'''
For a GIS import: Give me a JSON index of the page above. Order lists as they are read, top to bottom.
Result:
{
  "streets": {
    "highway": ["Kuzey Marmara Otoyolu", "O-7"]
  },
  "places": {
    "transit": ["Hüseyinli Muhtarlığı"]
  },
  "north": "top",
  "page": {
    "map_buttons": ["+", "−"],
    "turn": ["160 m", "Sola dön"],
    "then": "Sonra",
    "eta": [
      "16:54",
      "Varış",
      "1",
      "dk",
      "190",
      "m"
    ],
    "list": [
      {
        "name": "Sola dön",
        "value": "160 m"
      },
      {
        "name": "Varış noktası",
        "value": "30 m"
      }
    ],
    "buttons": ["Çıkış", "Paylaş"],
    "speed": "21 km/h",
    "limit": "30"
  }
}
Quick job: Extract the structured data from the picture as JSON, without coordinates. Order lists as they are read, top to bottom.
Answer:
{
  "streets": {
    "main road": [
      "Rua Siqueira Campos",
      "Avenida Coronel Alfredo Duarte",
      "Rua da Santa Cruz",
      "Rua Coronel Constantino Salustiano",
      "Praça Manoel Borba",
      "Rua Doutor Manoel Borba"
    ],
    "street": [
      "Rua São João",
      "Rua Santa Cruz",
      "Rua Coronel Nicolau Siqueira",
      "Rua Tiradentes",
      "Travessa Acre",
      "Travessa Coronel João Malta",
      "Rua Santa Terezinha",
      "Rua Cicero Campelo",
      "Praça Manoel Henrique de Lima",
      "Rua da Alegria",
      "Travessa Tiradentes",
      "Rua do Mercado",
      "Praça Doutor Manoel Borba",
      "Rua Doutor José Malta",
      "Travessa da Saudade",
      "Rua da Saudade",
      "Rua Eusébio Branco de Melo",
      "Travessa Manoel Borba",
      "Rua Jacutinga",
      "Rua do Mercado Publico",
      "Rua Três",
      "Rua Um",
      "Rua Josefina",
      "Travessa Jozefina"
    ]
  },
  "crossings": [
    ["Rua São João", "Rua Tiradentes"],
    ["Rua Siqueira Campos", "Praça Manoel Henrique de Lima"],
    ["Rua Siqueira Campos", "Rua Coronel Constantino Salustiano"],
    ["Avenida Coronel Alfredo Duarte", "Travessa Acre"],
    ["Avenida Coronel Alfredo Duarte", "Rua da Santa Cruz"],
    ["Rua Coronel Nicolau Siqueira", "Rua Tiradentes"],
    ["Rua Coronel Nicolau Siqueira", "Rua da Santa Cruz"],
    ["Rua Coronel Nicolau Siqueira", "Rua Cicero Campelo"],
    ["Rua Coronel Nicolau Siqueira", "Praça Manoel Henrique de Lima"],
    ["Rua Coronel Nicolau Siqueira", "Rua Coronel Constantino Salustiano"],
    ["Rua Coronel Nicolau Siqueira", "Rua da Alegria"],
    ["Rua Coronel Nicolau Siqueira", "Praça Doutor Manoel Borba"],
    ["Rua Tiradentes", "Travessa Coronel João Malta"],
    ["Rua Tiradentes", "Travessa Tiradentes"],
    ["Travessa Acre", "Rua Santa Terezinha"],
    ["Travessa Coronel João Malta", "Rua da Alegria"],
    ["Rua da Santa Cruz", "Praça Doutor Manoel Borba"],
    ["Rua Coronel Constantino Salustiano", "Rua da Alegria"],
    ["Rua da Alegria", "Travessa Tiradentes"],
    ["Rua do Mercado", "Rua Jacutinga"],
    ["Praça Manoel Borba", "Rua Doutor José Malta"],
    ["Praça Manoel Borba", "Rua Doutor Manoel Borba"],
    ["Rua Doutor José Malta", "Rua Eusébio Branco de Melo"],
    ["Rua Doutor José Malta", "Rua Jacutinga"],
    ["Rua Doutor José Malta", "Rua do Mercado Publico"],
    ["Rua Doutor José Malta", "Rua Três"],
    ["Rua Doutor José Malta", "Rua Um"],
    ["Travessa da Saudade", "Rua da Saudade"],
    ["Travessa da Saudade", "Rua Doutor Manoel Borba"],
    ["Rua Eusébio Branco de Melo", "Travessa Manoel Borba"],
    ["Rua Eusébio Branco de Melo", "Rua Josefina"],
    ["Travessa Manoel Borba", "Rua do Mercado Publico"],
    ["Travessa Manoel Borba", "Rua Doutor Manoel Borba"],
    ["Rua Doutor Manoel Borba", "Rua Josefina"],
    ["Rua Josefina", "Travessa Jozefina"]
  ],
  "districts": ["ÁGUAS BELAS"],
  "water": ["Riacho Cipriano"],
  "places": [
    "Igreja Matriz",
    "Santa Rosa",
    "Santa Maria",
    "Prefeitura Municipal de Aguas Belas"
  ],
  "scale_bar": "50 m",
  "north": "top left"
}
'''
● What is required: Restate verbatim the first line above and all lines after it through the line containing "Quick job: Extract"; omit the rest.

● Response to this exercise:
For a GIS import: Give me a JSON index of the page above. Order lists as they are read, top to bottom.
Result:
{
  "streets": {
    "highway": ["Kuzey Marmara Otoyolu", "O-7"]
  },
  "places": {
    "transit": ["Hüseyinli Muhtarlığı"]
  },
  "north": "top",
  "page": {
    "map_buttons": ["+", "−"],
    "turn": ["160 m", "Sola dön"],
    "then": "Sonra",
    "eta": [
      "16:54",
      "Varış",
      "1",
      "dk",
      "190",
      "m"
    ],
    "list": [
      {
        "name": "Sola dön",
        "value": "160 m"
      },
      {
        "name": "Varış noktası",
        "value": "30 m"
      }
    ],
    "buttons": ["Çıkış", "Paylaş"],
    "speed": "21 km/h",
    "limit": "30"
  }
}
Quick job: Extract the structured data from the picture as JSON, without coordinates. Order lists as they are read, top to bottom.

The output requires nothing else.